State v. Galindo

968 So. 2d 1102, 2007 WL 3015256
CourtLouisiana Court of Appeal
DecidedOctober 3, 2007
Docket2006-KA-1090
StatusPublished
Cited by26 cases

This text of 968 So. 2d 1102 (State v. Galindo) is published on Counsel Stack Legal Research, covering Louisiana Court of Appeal primary law. Counsel Stack provides free access to over 12 million legal documents including statutes, case law, regulations, and constitutions.

Bluebook
State v. Galindo, 968 So. 2d 1102, 2007 WL 3015256 (La. Ct. App. 2007).

Opinion

968 So.2d 1102 (2007)

STATE of Louisiana
v.
Danny GALINDO.

No. 2006-KA-1090.

Court of Appeal of Louisiana, Fourth Circuit.

October 3, 2007.

*1105 Eddie J. Jordan, Jr., District Attorney of Orleans Parish, David S. Pipes, Assistant District Attorney of Orleans Parish, New Orleans, LA, for Plaintiff/Appellee.

Laurie A. White, Autumn Town, Laurie White & Associates, LLC, New Orleans, LA, and Gary Bizal, Pierce & Bizal, New Orleans, LA, for Defendant/Appellant.

Court composed of Judge JAMES F. McKAY III, Judge LEON A. CANNIZZARO JR., and Judge ROLAND L. BELSOME.

JAMES F. McKAY III, Judge.

STATEMENT OF THE CASE

On January 10, 2005, the State filed a bill of information charging the defendant-appellant Danny Galindo with one count of violating La.
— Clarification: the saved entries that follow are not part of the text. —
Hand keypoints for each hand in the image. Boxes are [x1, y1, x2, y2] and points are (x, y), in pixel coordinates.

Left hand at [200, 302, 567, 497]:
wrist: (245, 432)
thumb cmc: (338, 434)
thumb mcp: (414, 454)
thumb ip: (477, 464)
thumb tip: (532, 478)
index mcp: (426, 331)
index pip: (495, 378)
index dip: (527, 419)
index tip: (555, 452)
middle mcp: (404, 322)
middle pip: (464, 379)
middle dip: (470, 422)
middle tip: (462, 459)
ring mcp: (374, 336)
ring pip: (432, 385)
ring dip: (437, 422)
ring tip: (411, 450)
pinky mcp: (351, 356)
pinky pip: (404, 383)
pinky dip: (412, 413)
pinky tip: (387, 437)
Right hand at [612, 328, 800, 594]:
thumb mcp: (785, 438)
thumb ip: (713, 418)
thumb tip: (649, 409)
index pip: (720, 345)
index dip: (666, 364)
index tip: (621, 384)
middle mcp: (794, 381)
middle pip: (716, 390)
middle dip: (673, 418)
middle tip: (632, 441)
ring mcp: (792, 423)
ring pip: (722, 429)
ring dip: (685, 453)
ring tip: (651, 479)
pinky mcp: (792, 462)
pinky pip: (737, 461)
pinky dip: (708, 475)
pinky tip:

R.S. 14:43.1 relative to sexual battery. The defendant entered a not guilty plea at his arraignment on January 19, 2005. On April 19, 2005, the defendant was tried and convicted by a six-person jury. On April 22, 2005, new counsel enrolled, and on May 6, 2005 a motion for new trial was filed. The trial court denied the motion on May 19th. After hearing testimony on August 19, 2005, the court sentenced the defendant to serve six years at hard labor and ordered that he comply with the sexual offender registration law. The defendant subsequently filed a motion to reconsider sentence which was denied by the trial court on August 26, 2005. On the same date, the court amended the defendant's sentence to direct that it be served without the benefit of probation, parole, or suspension of sentence.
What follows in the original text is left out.